Ejiofor Alike with agency reports
Crude oil slide accelerated yesterday, with US futures suffering their steepest one-day loss in more than three years due to ongoing worries about weakening global demand and oversupply.
US futures closed down 7.1 per cent, for a record 12th straight decline and the lowest since November 2017.
Reuters reported that more than 980,000 contracts changed hands, as funds shed positions.
Traders said the selling was an extension of Monday’s, which was triggered after US President Donald Trump posted a tweet meant to put pressure on the Organisation of the Petroleum Exporting Countries (OPEC) not to cut supply to prop up prices.
Trump’s tweet followed weekend reports that Saudi Arabia was considering a production cut at the December OPEC meeting, on increased alarm that supply has started to outpace consumption.
US crude futures settled down $4.24 a barrel, or 7.1 per cent, to $55.69 a barrel.
It was the largest one-day percentage decline for the contract since September 2015.
US crude has lost 28 per cent since its early October peak.
The global benchmark, Brent ended down $4.65, or 6.6 per cent, to $65.47 per barrel, the largest one-day loss since July.
Brent has lost 25 per cent since peaking at a four-year high of $86 in early October. It now sits at levels not seen since March.
Speculators have pulled back on heavy bets on an oil rally, a process that continued Tuesday, traders said. As of last week, hedge funds and other money managers had reduced their long position in oil contracts to their lowest since August 2017.
Traders said that recent weakness in equities has fanned concerns about global growth, which is also contributing to declines in oil.
In its monthly report, OPEC said world oil demand next year would rise by 1.29 million barrels per day (bpd), 70,000 bpd less than predicted last month and the fourth consecutive forecast cut. Output, however, rose by 127,000 bpd to 32.9 million bpd, OPEC said.

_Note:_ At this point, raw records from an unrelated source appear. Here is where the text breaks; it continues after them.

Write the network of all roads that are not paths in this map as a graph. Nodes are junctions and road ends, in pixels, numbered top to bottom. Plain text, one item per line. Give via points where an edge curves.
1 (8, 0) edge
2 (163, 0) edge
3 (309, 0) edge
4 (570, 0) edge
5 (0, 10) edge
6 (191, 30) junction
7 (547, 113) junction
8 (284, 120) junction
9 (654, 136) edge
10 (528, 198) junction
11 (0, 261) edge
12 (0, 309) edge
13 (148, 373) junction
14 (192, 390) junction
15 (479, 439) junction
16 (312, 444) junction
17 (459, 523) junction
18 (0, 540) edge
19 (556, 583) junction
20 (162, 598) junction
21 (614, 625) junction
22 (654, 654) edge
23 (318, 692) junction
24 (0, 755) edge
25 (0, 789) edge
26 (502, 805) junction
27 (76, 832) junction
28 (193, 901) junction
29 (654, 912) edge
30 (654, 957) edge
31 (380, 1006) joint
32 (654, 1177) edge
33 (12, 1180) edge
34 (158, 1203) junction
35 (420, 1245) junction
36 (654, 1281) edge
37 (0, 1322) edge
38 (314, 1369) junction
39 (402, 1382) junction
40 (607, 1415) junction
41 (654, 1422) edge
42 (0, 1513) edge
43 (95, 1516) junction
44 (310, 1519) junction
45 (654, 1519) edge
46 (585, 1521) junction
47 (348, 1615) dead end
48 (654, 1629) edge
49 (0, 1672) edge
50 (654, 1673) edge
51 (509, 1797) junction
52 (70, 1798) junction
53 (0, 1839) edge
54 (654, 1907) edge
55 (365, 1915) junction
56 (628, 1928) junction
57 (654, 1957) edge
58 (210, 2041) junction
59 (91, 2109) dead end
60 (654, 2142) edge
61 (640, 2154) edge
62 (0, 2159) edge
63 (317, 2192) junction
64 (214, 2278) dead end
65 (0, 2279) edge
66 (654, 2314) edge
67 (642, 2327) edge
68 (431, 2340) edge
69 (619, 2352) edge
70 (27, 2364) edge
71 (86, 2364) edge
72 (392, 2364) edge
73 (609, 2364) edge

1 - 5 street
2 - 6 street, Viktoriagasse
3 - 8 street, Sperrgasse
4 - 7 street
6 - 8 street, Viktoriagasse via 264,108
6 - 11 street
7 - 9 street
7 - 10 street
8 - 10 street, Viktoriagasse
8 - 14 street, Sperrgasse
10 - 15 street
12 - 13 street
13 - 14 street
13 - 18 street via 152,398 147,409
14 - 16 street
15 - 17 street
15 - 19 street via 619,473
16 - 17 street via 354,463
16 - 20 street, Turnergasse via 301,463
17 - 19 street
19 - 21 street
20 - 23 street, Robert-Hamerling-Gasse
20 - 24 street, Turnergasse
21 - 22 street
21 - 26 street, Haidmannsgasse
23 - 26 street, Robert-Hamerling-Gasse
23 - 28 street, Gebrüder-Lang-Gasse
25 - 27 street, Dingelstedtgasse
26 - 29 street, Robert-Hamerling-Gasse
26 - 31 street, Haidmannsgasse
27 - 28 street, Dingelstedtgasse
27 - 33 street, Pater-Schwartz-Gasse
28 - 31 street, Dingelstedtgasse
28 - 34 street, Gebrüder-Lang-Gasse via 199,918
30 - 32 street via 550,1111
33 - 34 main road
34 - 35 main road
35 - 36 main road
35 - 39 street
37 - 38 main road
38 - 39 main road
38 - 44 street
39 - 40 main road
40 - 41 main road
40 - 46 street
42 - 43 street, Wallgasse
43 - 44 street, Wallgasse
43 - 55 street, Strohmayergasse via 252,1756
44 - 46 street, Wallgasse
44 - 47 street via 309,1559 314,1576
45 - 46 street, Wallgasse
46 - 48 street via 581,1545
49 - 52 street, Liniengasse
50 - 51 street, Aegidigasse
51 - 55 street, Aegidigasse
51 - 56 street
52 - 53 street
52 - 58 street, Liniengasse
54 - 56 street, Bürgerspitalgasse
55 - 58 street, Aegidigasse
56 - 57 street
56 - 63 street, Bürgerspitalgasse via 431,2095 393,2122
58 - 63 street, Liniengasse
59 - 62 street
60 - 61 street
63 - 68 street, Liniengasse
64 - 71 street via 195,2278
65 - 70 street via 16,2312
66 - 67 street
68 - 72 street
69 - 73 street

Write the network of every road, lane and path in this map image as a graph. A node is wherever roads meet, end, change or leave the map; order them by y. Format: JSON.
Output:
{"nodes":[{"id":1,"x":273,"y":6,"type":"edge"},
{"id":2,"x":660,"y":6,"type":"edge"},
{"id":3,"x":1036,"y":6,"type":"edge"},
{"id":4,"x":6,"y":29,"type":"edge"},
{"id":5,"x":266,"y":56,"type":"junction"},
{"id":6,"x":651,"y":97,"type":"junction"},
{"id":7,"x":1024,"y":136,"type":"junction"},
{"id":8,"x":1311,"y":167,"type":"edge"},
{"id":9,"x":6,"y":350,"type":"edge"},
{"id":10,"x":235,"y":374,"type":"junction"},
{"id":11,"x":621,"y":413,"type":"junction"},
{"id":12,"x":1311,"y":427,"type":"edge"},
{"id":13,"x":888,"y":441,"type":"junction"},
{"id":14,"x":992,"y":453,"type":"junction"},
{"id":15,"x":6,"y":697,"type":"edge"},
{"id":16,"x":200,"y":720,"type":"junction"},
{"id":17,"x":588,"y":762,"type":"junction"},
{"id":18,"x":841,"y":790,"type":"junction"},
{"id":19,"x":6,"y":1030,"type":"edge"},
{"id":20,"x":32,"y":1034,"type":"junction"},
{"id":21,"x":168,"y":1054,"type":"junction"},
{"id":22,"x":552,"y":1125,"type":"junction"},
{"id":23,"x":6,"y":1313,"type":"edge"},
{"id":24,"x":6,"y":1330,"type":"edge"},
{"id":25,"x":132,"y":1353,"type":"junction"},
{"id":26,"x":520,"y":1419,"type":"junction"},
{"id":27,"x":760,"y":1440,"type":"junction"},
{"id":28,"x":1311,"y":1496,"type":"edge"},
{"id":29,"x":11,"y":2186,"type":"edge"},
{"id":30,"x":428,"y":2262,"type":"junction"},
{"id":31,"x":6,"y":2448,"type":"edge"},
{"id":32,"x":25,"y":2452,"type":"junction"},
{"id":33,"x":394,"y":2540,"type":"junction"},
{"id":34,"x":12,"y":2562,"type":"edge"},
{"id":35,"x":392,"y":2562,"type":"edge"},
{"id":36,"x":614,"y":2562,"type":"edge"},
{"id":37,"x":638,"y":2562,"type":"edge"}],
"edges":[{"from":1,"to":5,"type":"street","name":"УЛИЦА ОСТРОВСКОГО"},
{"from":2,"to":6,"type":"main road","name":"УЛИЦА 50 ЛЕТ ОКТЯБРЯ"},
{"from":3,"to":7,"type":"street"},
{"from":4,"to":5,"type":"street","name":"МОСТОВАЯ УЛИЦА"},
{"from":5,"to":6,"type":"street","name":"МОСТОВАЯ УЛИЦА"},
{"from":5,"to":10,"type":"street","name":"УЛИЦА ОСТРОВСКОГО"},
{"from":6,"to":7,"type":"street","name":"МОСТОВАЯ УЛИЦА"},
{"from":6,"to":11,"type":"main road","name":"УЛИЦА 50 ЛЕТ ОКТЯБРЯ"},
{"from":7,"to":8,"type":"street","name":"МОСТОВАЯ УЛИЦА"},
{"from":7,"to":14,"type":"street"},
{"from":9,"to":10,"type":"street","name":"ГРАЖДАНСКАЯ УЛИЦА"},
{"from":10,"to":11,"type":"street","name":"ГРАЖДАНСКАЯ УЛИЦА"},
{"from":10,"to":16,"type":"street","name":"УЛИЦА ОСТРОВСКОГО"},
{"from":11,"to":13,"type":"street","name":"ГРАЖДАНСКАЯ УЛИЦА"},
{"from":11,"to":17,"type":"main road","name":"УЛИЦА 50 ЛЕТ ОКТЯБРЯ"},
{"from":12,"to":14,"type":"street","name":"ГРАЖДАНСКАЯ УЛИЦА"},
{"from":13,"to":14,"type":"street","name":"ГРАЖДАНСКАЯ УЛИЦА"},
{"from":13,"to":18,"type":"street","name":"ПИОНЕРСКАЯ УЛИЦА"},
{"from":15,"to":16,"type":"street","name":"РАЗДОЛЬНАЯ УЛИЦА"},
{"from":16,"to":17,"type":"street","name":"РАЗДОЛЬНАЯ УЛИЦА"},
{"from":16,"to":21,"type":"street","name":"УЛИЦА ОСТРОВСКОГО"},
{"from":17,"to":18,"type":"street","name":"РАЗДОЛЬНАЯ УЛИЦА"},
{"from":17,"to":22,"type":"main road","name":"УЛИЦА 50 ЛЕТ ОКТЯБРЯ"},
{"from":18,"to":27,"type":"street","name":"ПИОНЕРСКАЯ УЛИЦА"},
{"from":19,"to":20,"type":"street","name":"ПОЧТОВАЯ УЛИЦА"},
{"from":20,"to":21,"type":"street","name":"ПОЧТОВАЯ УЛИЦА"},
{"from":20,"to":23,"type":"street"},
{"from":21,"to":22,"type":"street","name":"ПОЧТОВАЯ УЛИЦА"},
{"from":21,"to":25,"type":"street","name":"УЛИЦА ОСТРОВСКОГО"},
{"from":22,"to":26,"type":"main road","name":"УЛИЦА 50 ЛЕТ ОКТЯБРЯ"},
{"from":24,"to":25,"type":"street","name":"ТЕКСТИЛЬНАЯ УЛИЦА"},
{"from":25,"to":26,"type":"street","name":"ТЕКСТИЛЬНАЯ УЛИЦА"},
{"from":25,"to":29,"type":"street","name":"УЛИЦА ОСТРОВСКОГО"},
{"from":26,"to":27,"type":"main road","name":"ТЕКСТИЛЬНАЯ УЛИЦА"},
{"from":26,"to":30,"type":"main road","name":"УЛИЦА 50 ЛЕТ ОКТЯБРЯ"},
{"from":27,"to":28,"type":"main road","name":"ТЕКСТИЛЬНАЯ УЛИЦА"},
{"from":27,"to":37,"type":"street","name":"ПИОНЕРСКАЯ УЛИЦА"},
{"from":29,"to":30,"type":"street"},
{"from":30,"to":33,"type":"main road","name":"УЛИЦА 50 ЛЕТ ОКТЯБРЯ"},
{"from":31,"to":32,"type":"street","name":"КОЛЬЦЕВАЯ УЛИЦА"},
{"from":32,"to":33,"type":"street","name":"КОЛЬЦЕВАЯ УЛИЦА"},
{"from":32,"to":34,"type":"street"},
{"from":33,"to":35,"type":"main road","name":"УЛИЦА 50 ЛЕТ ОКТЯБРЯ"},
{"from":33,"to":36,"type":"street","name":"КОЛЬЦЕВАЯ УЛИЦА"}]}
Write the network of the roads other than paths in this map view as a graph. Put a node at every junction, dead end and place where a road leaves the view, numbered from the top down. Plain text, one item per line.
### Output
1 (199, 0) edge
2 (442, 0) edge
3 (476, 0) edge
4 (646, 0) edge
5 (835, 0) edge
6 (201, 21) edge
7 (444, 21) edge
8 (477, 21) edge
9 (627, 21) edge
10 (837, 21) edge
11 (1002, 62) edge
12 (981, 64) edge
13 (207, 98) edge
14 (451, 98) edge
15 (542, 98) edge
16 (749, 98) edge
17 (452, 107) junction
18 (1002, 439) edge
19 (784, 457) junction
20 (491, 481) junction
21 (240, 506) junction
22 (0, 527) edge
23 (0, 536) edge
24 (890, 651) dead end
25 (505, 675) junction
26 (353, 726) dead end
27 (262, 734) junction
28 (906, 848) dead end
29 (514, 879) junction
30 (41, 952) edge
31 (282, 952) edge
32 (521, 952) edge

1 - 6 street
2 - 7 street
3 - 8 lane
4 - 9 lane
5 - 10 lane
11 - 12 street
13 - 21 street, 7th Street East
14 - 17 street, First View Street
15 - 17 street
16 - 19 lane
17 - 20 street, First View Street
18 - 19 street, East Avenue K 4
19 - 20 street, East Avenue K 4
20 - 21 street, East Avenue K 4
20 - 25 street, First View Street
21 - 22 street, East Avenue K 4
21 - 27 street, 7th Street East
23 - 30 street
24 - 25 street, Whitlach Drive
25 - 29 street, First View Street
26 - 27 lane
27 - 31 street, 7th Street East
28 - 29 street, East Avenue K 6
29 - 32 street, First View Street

Saudi Energy Minister Khalid al-Falih said on Monday that OPEC agreed there was a need to cut oil supply next year by around 1 million barrels per day from October levels to prevent oversupply.
Even as the Saudis have promised to reduce output, United States production reached 11.6 million bpd in the most recent week, a new record.
Russia has given mixed signals about a cut, with Lukoil Chief Executive Vagit Alekperov saying on Monday that he did not see cuts being necessary.
Since May when the Trump administration said it would impose sanctions on Iran, traders have been focusing on the impact they could have on global supply.
President Trump had later tweeted that the sanctions were “the most biting sanctions ever imposed”.
“Anyone doing business with Iran will NOT be doing business with the United States,” he had added.
The sanctions, which were re-imposed after a 180-day “wind-down period,” ending November 4, target Iran’s US dollar purchases, metals trading, coal, industrial software and its auto sector.
While the US said it wanted as many countries as possible to stop buying Iranian oil, many European countries as well as China and India, had opposed the sanctions.
Before the November 4 take off date, the sanctions were brewing a potential confrontation between the US and Iran as Tehran had threatened to block the Strait of Hormuz, an important sea route through which tankers ship more than 30 per cent of crude oil to the international market, in retaliation to the sanctions.
But the US military had promised to counter any blockade of the Gulf passageway.
Iran’s President, Hassan Rouhani had responded during a rare visit to Europe that Tehran could disrupt regional crude shipments and cut its cooperation with the UN nuclear watchdog.